─── DATA FOR THIS TASK

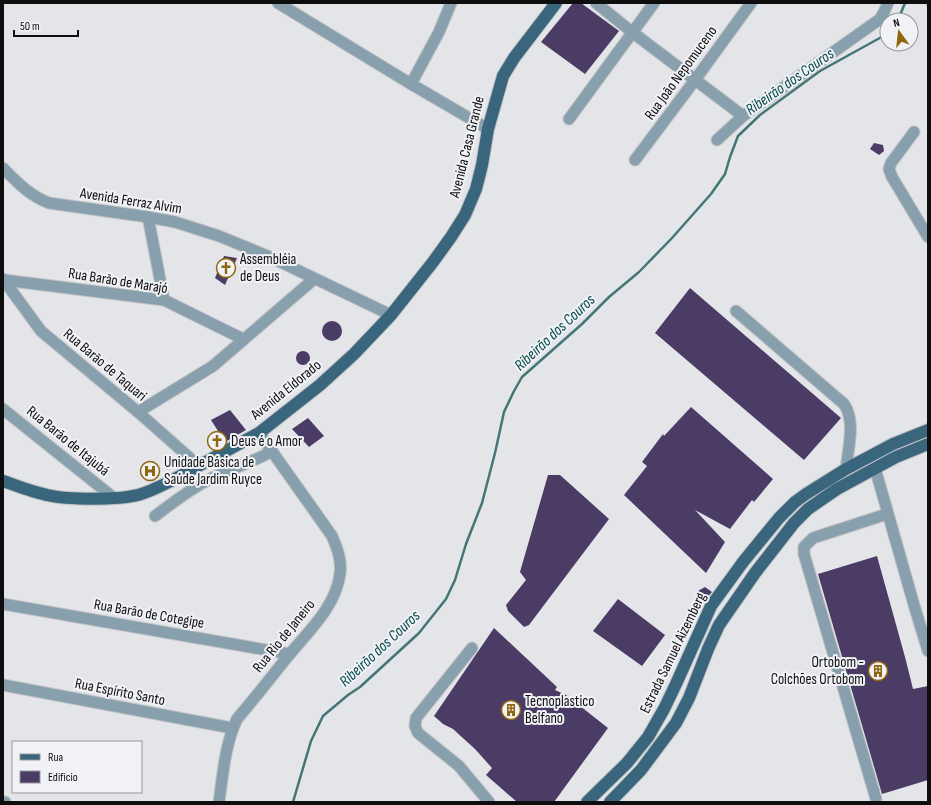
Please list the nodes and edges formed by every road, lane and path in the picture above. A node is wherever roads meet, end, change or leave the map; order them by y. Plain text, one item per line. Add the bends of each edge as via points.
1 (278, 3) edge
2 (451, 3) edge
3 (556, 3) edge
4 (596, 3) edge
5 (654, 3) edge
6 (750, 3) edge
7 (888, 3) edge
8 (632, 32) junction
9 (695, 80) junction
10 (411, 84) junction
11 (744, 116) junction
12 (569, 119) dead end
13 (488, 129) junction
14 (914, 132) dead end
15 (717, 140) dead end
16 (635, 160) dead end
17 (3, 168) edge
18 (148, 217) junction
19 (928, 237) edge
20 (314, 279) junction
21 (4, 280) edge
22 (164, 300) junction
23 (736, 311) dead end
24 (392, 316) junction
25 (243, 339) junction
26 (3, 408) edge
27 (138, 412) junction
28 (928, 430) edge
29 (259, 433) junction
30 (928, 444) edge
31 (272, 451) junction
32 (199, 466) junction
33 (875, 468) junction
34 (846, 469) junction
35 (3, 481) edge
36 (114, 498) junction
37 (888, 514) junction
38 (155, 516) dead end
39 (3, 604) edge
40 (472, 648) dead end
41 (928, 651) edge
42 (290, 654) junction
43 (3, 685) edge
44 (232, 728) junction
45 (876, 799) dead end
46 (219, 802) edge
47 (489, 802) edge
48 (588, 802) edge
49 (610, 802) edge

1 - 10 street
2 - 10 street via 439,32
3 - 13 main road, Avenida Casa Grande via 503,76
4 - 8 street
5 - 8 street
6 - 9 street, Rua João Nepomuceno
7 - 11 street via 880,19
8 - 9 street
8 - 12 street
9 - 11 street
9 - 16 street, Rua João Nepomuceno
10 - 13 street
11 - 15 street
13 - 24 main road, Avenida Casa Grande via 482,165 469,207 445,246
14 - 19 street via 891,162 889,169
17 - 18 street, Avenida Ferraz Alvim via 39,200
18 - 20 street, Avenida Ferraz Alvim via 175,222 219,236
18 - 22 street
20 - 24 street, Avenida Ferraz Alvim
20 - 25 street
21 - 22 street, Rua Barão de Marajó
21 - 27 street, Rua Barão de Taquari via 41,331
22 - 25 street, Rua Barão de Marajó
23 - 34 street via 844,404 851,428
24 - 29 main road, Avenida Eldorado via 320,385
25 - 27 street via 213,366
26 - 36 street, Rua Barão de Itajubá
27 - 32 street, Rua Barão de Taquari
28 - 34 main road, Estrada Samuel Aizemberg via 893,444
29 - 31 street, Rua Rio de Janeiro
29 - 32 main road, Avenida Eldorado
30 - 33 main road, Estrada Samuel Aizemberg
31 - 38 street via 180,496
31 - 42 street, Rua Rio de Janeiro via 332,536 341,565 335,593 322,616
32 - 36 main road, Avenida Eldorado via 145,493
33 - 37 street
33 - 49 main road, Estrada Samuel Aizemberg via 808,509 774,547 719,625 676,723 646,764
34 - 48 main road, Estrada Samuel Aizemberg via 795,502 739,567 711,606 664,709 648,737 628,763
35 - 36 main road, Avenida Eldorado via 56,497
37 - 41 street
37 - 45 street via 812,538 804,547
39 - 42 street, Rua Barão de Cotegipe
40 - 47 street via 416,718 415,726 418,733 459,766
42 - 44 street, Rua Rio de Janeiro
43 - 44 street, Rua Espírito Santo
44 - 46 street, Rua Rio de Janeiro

──────

__ACTIVITY__:
The preceding entries are to be returned verbatim, with every picture excluded.

__EXERCISE SOLUTION__:
Please list the nodes and edges formed by every road, lane and path in the picture above. A node is wherever roads meet, end, change or leave the map; order them by y. Plain text, one item per line. Add the bends of each edge as via points.
1 (278, 3) edge
2 (451, 3) edge
3 (556, 3) edge
4 (596, 3) edge
5 (654, 3) edge
6 (750, 3) edge
7 (888, 3) edge
8 (632, 32) junction
9 (695, 80) junction
10 (411, 84) junction
11 (744, 116) junction
12 (569, 119) dead end
13 (488, 129) junction
14 (914, 132) dead end
15 (717, 140) dead end
16 (635, 160) dead end
17 (3, 168) edge
18 (148, 217) junction
19 (928, 237) edge
20 (314, 279) junction
21 (4, 280) edge
22 (164, 300) junction
23 (736, 311) dead end
24 (392, 316) junction
25 (243, 339) junction
26 (3, 408) edge
27 (138, 412) junction
28 (928, 430) edge
29 (259, 433) junction
30 (928, 444) edge
31 (272, 451) junction
32 (199, 466) junction
33 (875, 468) junction
34 (846, 469) junction
35 (3, 481) edge
36 (114, 498) junction
37 (888, 514) junction
38 (155, 516) dead end
39 (3, 604) edge
40 (472, 648) dead end
41 (928, 651) edge
42 (290, 654) junction
43 (3, 685) edge
44 (232, 728) junction
45 (876, 799) dead end
46 (219, 802) edge
47 (489, 802) edge
48 (588, 802) edge
49 (610, 802) edge

1 - 10 street
2 - 10 street via 439,32
3 - 13 main road, Avenida Casa Grande via 503,76
4 - 8 street
5 - 8 street
6 - 9 street, Rua João Nepomuceno
7 - 11 street via 880,19
8 - 9 street
8 - 12 street
9 - 11 street
9 - 16 street, Rua João Nepomuceno
10 - 13 street
11 - 15 street
13 - 24 main road, Avenida Casa Grande via 482,165 469,207 445,246
14 - 19 street via 891,162 889,169
17 - 18 street, Avenida Ferraz Alvim via 39,200
18 - 20 street, Avenida Ferraz Alvim via 175,222 219,236
18 - 22 street
20 - 24 street, Avenida Ferraz Alvim
20 - 25 street
21 - 22 street, Rua Barão de Marajó
21 - 27 street, Rua Barão de Taquari via 41,331
22 - 25 street, Rua Barão de Marajó
23 - 34 street via 844,404 851,428
24 - 29 main road, Avenida Eldorado via 320,385
25 - 27 street via 213,366
26 - 36 street, Rua Barão de Itajubá
27 - 32 street, Rua Barão de Taquari
28 - 34 main road, Estrada Samuel Aizemberg via 893,444
29 - 31 street, Rua Rio de Janeiro
29 - 32 main road, Avenida Eldorado
30 - 33 main road, Estrada Samuel Aizemberg
31 - 38 street via 180,496
31 - 42 street, Rua Rio de Janeiro via 332,536 341,565 335,593 322,616
32 - 36 main road, Avenida Eldorado via 145,493
33 - 37 street
33 - 49 main road, Estrada Samuel Aizemberg via 808,509 774,547 719,625 676,723 646,764
34 - 48 main road, Estrada Samuel Aizemberg via 795,502 739,567 711,606 664,709 648,737 628,763
35 - 36 main road, Avenida Eldorado via 56,497
37 - 41 street
37 - 45 street via 812,538 804,547
39 - 42 street, Rua Barão de Cotegipe
40 - 47 street via 416,718 415,726 418,733 459,766
42 - 44 street, Rua Rio de Janeiro
43 - 44 street, Rua Espírito Santo
44 - 46 street, Rua Rio de Janeiro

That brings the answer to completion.